• _Required action_:
Search the entries below for "سلیمانی". Report each line where it occurs.

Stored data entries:
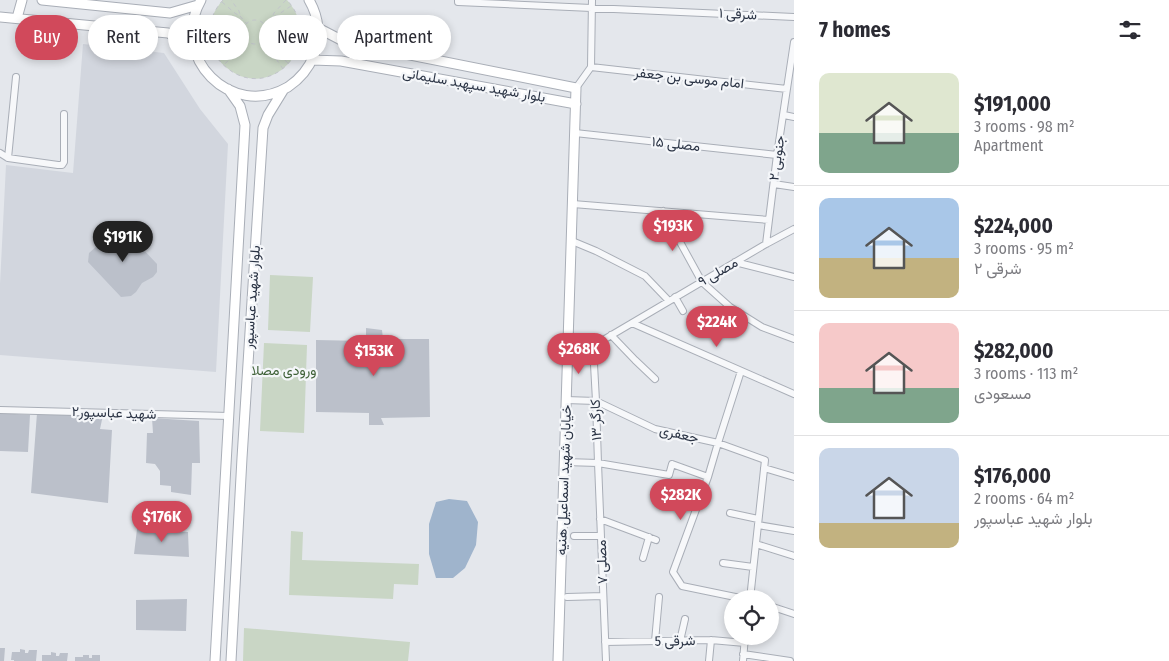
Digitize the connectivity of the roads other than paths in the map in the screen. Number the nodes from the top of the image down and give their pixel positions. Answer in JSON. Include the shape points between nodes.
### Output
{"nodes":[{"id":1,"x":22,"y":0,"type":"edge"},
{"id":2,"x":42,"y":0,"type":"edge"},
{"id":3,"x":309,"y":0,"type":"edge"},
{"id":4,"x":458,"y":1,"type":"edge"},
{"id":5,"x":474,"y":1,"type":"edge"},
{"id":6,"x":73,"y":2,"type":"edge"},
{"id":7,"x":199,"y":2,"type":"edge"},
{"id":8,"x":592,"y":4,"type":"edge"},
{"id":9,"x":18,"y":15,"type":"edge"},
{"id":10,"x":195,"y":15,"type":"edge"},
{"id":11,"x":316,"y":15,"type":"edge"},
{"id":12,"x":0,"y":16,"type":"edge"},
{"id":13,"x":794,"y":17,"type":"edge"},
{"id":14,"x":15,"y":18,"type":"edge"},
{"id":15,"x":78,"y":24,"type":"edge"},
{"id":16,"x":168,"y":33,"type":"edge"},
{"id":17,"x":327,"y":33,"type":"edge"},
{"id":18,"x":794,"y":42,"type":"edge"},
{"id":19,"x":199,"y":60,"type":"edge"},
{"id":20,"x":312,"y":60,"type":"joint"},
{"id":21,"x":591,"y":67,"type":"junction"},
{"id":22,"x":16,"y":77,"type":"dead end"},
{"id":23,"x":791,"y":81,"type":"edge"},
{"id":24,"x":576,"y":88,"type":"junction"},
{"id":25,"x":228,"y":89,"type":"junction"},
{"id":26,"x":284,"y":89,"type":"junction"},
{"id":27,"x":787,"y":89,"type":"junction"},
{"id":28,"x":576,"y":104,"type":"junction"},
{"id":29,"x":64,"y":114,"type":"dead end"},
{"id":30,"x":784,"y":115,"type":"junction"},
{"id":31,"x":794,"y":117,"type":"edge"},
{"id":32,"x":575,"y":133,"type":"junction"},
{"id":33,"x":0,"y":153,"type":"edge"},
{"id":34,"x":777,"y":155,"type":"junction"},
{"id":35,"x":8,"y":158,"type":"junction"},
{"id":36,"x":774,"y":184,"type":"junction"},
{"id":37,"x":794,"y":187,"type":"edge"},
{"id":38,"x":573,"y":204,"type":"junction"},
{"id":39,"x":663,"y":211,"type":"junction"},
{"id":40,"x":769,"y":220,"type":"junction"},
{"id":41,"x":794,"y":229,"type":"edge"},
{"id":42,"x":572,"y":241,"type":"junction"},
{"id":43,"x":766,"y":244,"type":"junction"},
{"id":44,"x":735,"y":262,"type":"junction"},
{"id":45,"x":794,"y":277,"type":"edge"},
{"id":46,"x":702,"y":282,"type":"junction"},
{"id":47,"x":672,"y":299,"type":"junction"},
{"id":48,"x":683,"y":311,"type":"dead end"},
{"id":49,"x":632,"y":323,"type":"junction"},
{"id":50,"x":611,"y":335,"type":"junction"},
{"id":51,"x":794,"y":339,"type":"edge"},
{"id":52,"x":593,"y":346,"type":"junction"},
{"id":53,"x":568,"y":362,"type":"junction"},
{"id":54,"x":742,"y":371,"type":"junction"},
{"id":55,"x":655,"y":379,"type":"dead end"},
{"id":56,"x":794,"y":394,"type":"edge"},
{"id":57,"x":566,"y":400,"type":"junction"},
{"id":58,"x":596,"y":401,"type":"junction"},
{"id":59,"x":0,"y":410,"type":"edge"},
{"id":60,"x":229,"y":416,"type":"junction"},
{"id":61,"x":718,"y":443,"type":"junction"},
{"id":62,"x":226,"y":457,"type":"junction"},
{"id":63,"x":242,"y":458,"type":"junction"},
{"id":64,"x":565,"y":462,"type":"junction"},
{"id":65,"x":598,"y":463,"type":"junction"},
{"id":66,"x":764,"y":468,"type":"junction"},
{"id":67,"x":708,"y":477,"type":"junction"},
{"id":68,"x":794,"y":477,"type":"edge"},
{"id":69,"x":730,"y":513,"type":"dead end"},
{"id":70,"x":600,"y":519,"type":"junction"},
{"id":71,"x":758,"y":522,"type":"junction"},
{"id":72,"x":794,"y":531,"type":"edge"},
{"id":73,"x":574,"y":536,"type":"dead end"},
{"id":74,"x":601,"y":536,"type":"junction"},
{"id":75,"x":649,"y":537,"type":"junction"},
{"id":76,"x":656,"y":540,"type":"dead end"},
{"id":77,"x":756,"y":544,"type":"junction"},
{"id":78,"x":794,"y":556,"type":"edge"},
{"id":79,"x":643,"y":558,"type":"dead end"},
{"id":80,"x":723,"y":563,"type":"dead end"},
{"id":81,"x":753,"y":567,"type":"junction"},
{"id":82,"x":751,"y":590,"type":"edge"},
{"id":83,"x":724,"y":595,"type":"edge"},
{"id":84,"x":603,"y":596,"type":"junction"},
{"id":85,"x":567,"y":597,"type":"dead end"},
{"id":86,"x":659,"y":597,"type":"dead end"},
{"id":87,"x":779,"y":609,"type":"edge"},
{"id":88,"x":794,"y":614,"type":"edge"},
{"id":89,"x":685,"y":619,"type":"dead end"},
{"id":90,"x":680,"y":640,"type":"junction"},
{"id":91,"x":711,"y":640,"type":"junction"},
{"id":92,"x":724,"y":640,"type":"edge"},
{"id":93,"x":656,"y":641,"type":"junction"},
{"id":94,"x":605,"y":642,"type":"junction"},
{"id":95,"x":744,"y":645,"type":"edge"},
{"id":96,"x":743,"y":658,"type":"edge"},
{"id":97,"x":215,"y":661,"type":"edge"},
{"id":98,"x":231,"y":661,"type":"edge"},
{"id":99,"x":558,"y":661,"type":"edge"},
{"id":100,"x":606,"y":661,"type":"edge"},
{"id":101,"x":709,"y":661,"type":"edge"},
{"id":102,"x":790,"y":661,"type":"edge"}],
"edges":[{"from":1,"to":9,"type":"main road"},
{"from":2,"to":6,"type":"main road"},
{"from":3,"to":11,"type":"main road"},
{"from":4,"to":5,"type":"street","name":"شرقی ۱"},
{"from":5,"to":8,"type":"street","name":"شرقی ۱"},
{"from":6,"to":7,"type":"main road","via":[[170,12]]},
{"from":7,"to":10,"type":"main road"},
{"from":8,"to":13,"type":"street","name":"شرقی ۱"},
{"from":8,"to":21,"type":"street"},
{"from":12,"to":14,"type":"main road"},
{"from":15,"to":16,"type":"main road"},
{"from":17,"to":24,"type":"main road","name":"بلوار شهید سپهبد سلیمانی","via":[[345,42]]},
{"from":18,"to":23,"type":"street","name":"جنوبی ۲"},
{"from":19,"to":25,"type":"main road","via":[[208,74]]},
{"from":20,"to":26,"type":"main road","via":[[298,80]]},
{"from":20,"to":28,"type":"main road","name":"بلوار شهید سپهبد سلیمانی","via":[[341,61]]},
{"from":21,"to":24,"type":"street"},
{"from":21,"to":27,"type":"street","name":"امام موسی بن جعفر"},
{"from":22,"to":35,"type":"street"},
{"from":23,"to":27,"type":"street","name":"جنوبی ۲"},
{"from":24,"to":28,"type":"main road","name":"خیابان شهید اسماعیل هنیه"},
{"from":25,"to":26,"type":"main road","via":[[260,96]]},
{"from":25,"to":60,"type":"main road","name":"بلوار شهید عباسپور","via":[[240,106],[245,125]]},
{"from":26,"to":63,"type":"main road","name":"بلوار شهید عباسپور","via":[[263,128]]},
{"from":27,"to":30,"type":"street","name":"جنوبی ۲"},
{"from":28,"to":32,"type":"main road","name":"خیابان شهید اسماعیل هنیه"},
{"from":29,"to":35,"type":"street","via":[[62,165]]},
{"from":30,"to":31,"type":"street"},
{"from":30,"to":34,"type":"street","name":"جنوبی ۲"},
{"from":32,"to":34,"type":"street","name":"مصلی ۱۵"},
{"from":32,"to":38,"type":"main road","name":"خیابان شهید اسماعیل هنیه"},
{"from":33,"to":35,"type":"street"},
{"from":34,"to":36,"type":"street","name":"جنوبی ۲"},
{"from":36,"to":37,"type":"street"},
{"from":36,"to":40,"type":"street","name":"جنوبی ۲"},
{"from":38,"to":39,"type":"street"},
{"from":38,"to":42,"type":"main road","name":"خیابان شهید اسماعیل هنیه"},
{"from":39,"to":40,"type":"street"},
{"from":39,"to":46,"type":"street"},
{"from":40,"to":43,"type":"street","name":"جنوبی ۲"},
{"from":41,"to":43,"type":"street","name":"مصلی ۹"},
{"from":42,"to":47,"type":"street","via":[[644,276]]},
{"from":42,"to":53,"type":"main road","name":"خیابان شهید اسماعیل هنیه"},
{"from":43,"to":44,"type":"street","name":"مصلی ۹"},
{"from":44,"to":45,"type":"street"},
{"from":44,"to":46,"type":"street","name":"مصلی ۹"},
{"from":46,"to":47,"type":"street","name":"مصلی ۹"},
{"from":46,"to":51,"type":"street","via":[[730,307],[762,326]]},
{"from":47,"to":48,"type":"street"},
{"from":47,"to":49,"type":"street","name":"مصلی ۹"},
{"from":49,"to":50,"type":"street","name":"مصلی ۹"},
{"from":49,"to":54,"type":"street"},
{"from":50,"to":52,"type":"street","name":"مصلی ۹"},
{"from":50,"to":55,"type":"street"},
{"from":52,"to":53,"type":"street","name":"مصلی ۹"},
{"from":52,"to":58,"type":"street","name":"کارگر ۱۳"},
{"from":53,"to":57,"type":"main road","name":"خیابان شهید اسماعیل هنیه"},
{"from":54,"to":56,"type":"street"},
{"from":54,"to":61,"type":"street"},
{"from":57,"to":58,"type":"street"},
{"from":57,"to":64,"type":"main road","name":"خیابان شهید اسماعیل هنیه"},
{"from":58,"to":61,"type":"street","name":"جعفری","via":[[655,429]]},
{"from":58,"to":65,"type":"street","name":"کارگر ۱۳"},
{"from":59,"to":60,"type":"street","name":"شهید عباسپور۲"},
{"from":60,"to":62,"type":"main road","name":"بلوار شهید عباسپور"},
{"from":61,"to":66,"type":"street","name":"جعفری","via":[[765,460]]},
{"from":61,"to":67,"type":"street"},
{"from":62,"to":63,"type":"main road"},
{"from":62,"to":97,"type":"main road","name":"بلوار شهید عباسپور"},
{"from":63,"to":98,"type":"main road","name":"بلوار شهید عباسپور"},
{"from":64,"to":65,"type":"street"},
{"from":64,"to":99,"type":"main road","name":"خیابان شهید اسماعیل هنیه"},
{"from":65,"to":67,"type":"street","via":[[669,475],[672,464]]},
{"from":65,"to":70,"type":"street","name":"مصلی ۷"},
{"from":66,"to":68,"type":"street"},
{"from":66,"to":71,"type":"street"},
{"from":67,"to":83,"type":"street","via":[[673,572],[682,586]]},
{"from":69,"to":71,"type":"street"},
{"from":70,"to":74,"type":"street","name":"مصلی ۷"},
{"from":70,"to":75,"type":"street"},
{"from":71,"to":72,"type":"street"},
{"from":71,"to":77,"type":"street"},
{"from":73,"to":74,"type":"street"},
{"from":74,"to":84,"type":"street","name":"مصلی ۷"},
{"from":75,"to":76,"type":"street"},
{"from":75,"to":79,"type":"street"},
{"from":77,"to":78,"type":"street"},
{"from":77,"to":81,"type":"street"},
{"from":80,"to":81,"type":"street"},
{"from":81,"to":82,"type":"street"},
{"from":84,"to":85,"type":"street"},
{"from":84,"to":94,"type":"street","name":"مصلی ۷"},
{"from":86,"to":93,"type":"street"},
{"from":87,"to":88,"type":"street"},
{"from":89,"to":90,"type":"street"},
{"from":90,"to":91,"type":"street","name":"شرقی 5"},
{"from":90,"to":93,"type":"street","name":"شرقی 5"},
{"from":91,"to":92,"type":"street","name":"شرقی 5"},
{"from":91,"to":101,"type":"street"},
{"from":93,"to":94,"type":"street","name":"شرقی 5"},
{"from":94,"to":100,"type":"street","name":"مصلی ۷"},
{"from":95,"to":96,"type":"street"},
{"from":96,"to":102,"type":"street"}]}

• _Your solution_:
{"from":17,"to":24,"type":"main road","name":"بلوار شهید سپهبد سلیمانی","via":[[345,42]]},
{"from":20,"to":28,"type":"main road","name":"بلوار شهید سپهبد سلیمانی","via":[[341,61]]},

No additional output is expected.